Well according to Dave the inter-frame transfers currently don't saturate the available PCI-e bandwidth (rendering sideport useless). So maybe they've got enough magic dust in their drivers to transfer prior frame data between GPUs without a performance hit.
Also consider the fact that you're usually far better of to avoid such transfers all together by driver profile and a bit of special coding in game. For example you might render impostors into RT at frame X and use that RT as texture for next 20 frames. You'll have to transfer this texture from GPU that rendered it to all other GPUs in SLI/CF, which will be handled by the driver by default. It is however better to tell the driver not to resolve such sync issues and render impostors twice in two consecutive frames, which will cause that both GPU0 and GPU1 will have an updated texture.
 
I meant time for velocity... velocity being speed... speed being per unit time, just to conceptualize using current and prior information (not to suggest calculating off of some timed-information... I don't know. That didn't even cross my mind). But anyways, how do you determine pixel velocity without using previous information?

Of course you use previous information, but all information you need is CPU-side. You're not reusing anything that's on the GPU.

The problem is timing, IMHO: if one persistent RT that is required for beginning rendering frame 2 is updated only very late in the rendering process, your second GPU has just idled for let's say 75% of frame 1's rendertime- most of the parallelism is wasted in such a situation.
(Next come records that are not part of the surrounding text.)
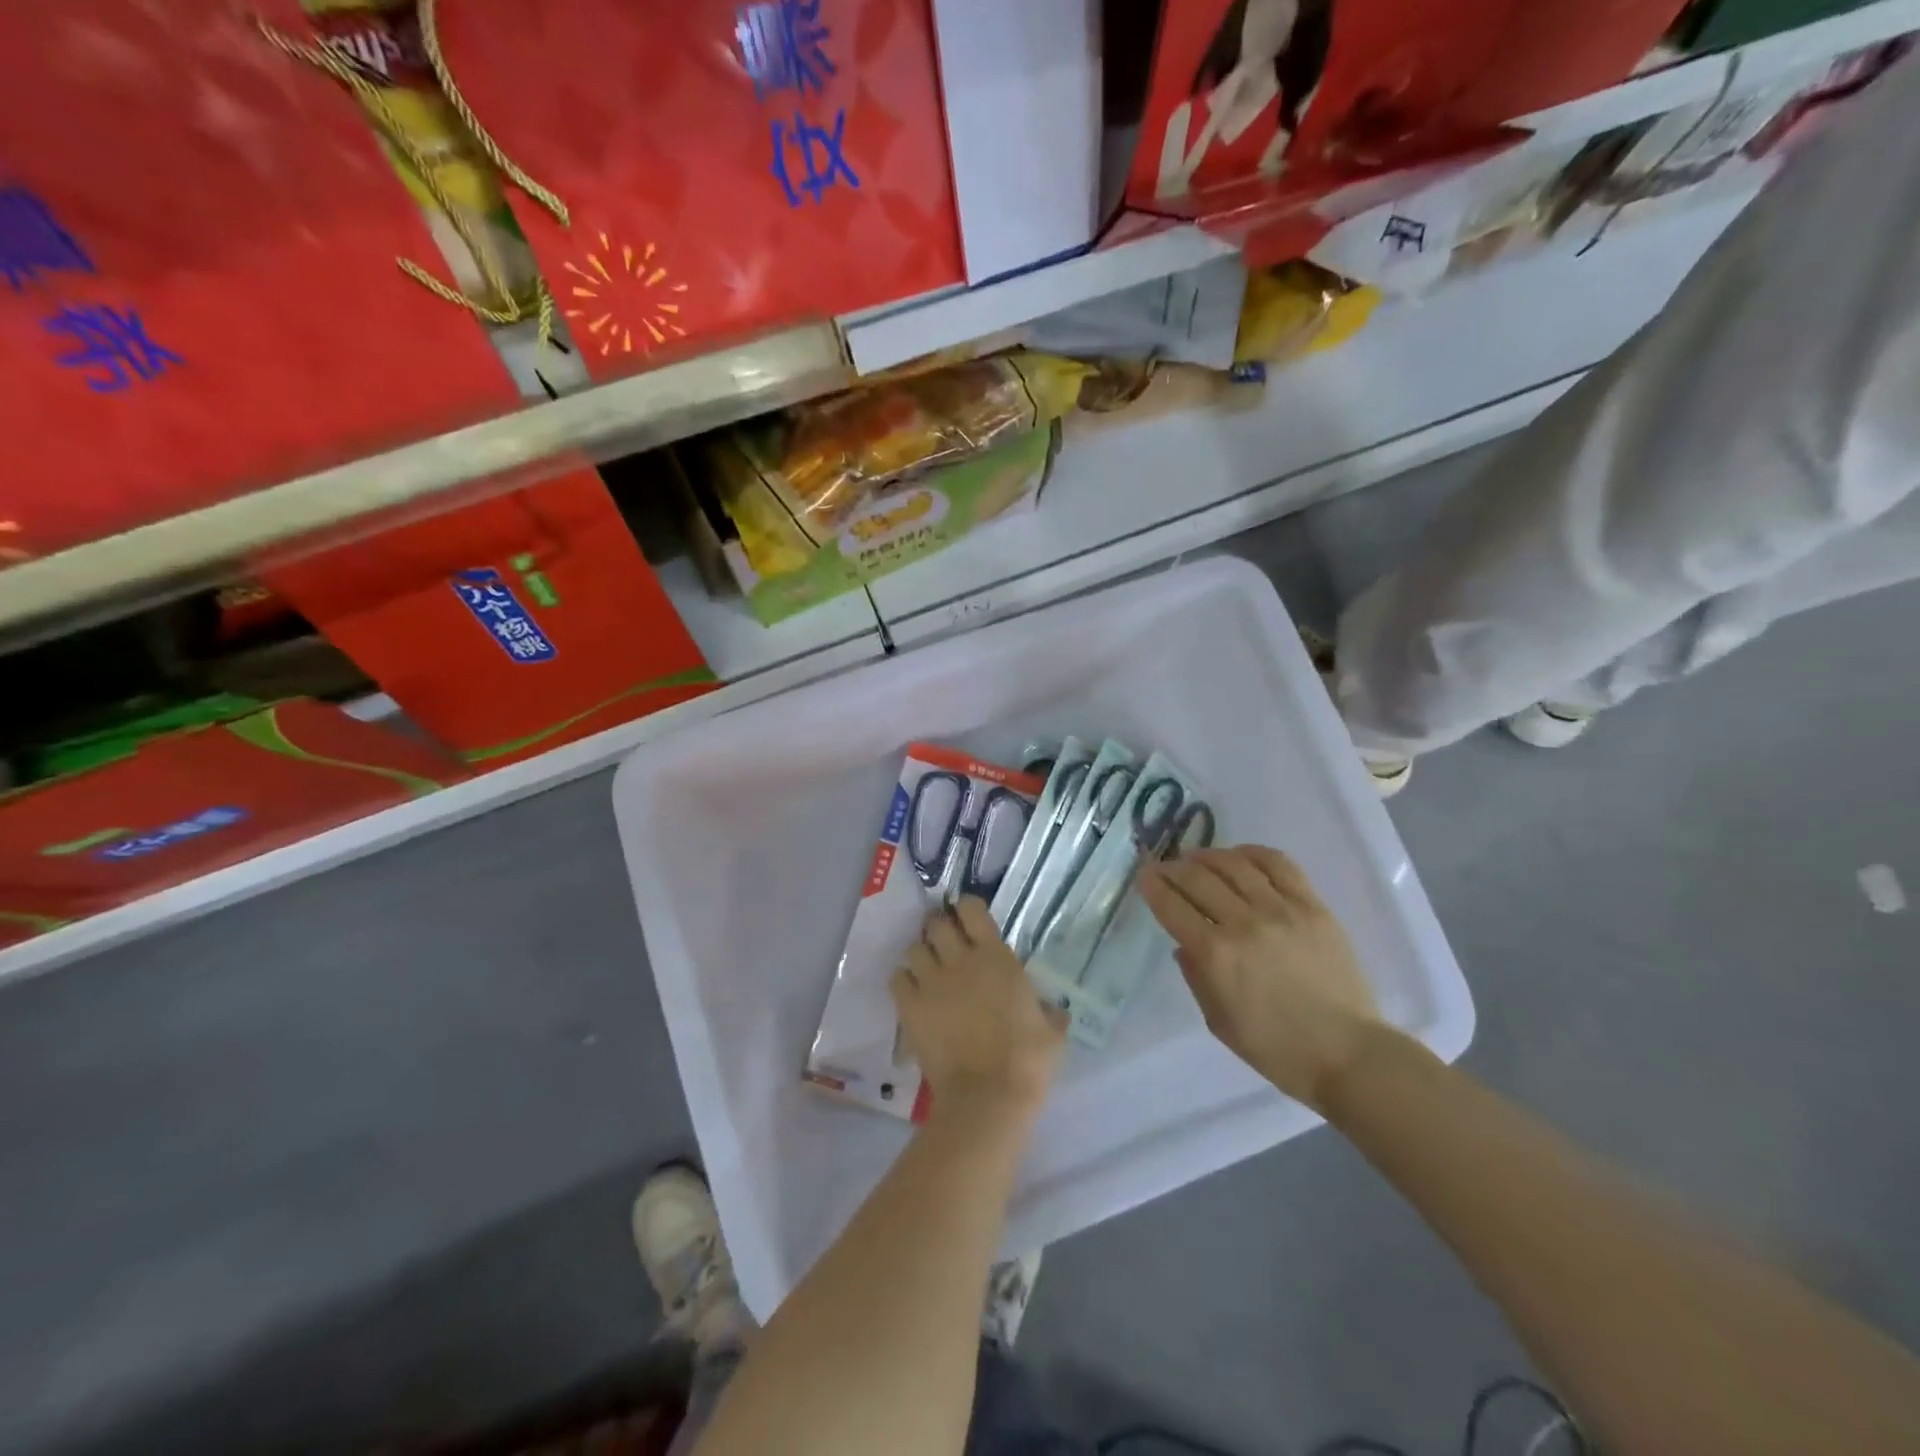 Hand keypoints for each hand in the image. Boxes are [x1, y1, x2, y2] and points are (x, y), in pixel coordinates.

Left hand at [890, 898, 1067, 1121]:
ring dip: (920, 955)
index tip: (968, 919)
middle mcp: (959, 960)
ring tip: (927, 970)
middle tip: (945, 944)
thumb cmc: (1027, 1061)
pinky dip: (903, 981)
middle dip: (939, 928)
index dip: (966, 909)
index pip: (971, 909)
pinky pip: (897, 979)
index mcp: (995, 957)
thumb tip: (1054, 1010)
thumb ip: (1050, 1012)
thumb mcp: (1052, 1032)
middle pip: (936, 923)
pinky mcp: (910, 1008)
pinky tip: (912, 993)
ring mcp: (931, 982)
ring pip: (913, 948)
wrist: (988, 1096)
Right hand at [1137, 845, 1381, 1111]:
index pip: (1172, 906)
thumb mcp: (1219, 1022)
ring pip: (1234, 864)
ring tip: (1197, 857)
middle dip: (1172, 868)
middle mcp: (1243, 923)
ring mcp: (1281, 910)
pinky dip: (1252, 853)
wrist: (1348, 1053)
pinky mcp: (1312, 906)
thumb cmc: (1277, 1049)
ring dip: (1207, 855)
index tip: (1144, 876)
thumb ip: (1196, 977)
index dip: (1153, 886)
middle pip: (1198, 878)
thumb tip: (1185, 944)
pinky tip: (1240, 856)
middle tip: (1164, 867)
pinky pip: (1278, 865)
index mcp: (1216, 955) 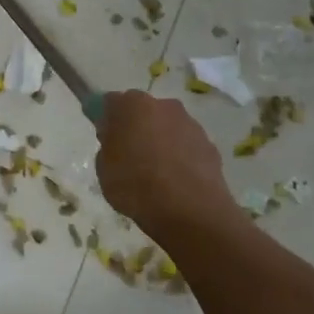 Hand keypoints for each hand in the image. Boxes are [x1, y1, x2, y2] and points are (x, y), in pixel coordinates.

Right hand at [94, 91, 236, 239]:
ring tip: (155, 173)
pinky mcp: (210, 145)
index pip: (111, 103)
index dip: (107, 120)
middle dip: (136, 127)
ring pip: (168, 127)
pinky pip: (186, 146)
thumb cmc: (135, 185)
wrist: (189, 210)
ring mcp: (191, 124)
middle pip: (144, 112)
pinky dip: (180, 157)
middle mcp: (164, 105)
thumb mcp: (104, 168)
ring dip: (161, 141)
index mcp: (132, 105)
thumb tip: (117, 139)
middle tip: (129, 155)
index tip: (105, 138)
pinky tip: (175, 181)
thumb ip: (108, 145) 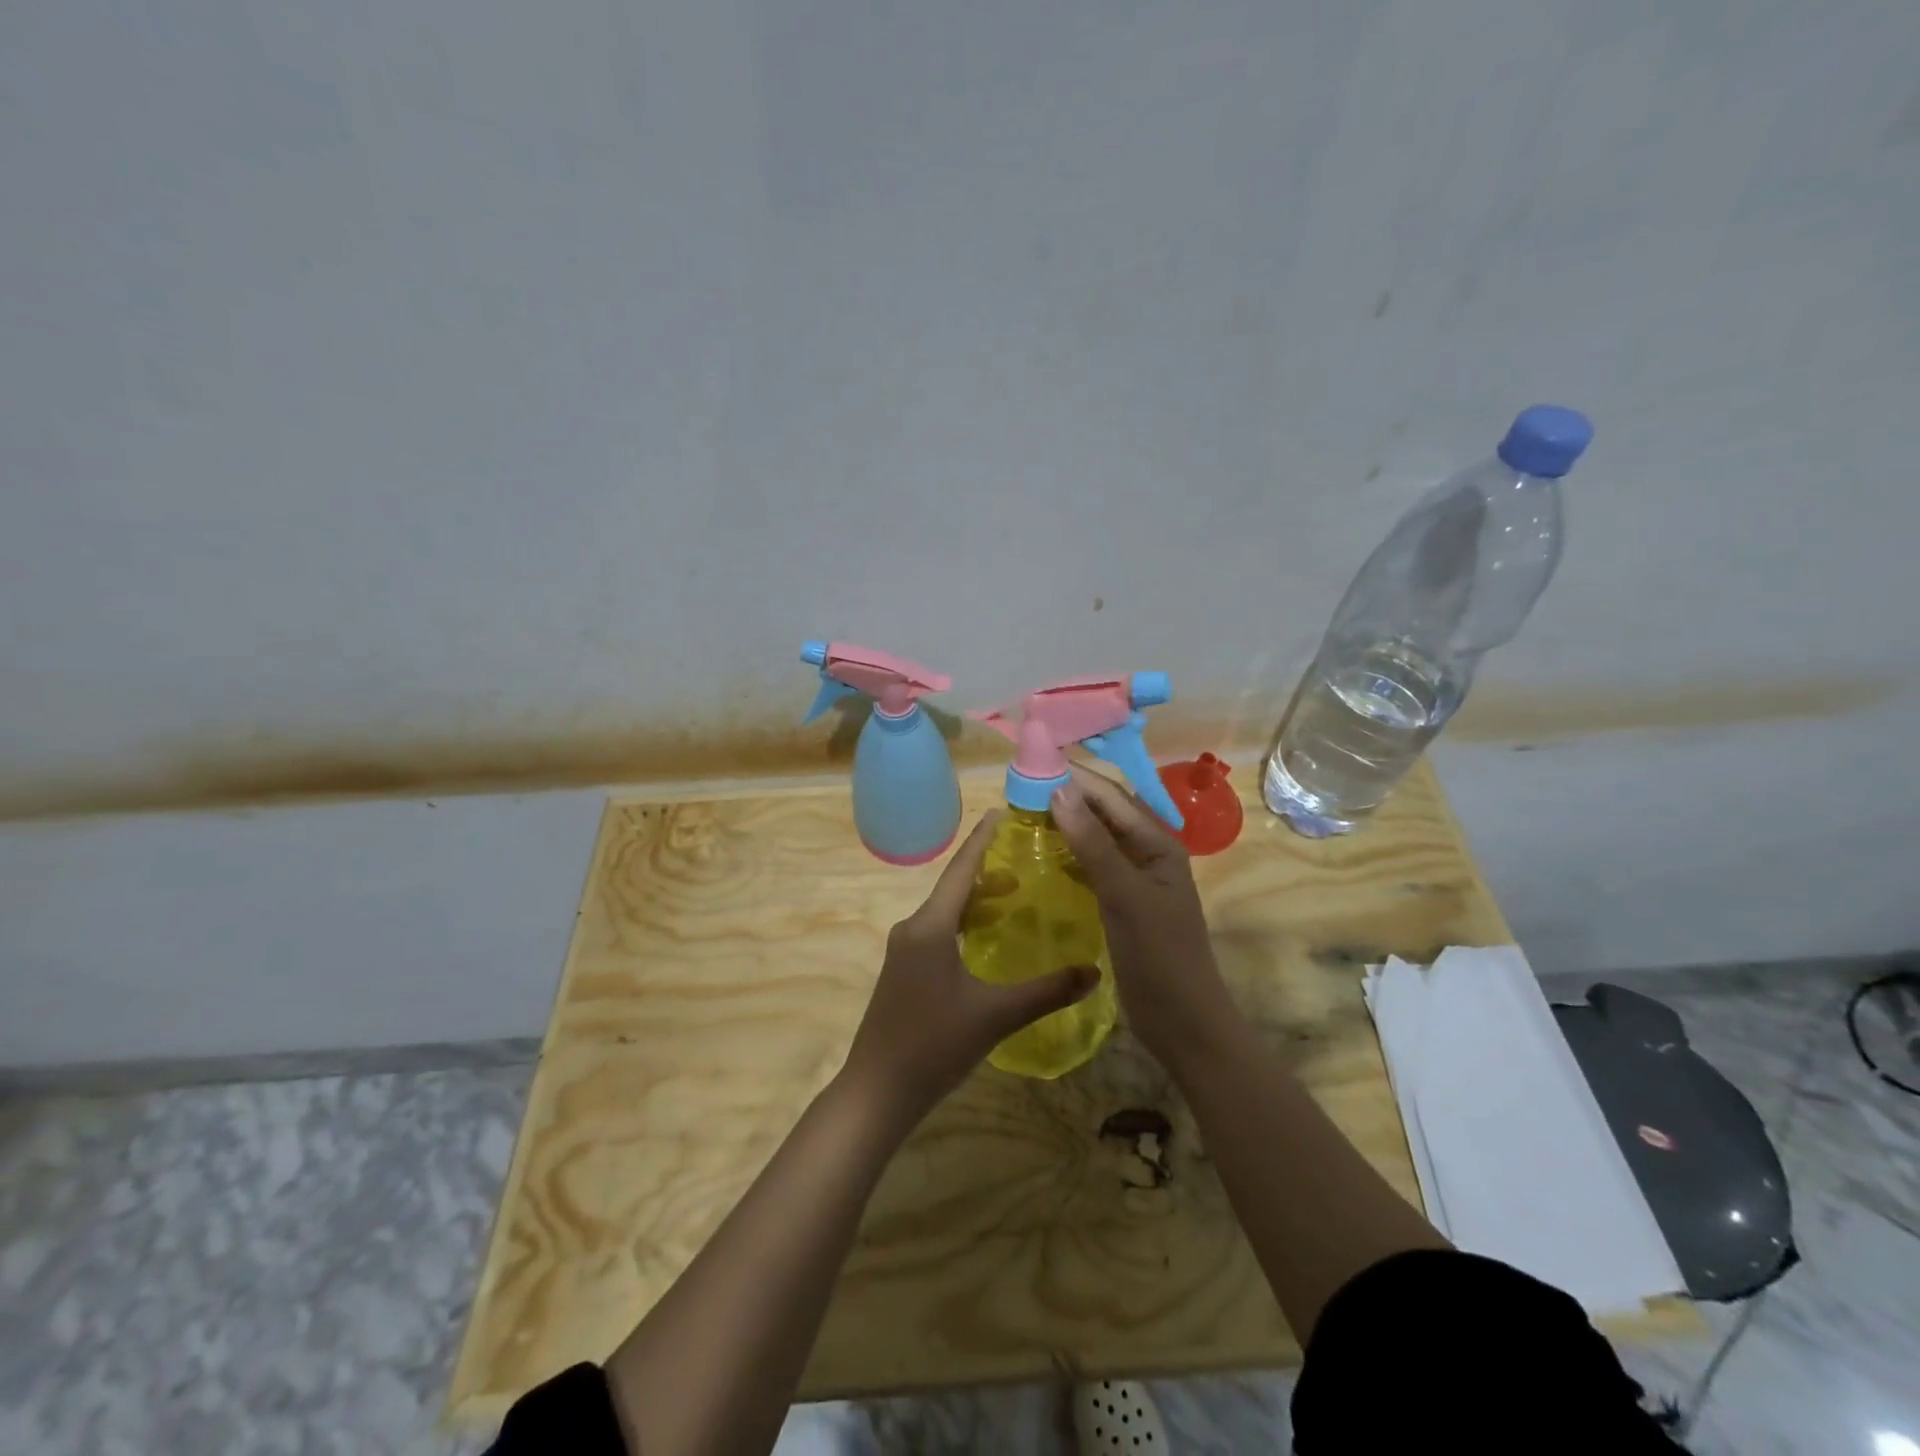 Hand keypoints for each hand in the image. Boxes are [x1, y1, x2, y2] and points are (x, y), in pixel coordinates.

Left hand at [839, 810, 1099, 1125]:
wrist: (877, 1091)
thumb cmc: (933, 1045)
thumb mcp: (996, 1016)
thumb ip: (1046, 991)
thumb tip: (1094, 972)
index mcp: (930, 926)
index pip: (961, 870)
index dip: (982, 840)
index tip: (1001, 812)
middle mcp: (913, 928)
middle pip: (954, 888)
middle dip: (987, 870)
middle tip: (1026, 857)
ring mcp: (905, 951)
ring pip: (946, 912)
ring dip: (976, 899)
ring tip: (1014, 893)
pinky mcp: (904, 972)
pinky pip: (938, 932)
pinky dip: (965, 923)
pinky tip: (986, 938)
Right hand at [1051, 765, 1238, 1069]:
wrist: (1184, 1023)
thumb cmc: (1159, 956)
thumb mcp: (1125, 896)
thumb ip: (1093, 844)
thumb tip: (1059, 790)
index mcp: (1159, 844)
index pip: (1112, 796)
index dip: (1075, 776)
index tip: (1033, 762)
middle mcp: (1148, 854)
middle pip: (1105, 812)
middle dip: (1069, 794)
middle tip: (1022, 784)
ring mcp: (1136, 879)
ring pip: (1097, 838)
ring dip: (1068, 822)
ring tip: (1026, 811)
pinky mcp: (1122, 903)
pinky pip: (1093, 866)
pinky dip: (1070, 854)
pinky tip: (1045, 854) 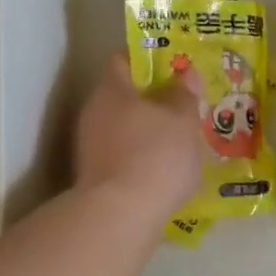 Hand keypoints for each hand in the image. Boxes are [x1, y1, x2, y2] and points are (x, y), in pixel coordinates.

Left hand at [75, 53, 203, 220]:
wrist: (121, 216)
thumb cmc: (155, 155)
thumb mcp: (182, 119)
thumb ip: (184, 94)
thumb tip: (185, 74)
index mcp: (111, 89)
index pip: (123, 60)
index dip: (149, 60)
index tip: (174, 68)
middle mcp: (93, 113)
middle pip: (124, 96)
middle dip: (153, 100)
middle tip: (184, 105)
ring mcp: (90, 147)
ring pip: (124, 128)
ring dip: (148, 131)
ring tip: (180, 140)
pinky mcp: (95, 176)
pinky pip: (124, 156)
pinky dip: (142, 157)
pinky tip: (165, 169)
Yep. Sync points is the real performance killer. Data transfers is generally a relatively small issue.
 
for nv users is AO for vista only?
i have the same drivers under xp + vista 185.85 and the ao setting is only in the cp in vista
 
The SSDO video looks pretty nice, but did anyone notice some funkiness when the camera is moving? Watch at around 51 seconds. The SSDO seems to disappear before the object is occluded by something in front. Maybe just their implementation?
 
Fairly typical artifact for particular angles and distances. It's the nature of the algorithm. Those 'ambient occluders' aren't in the screen anymore, so no AO is calculated after a few frames, hence the vanishing.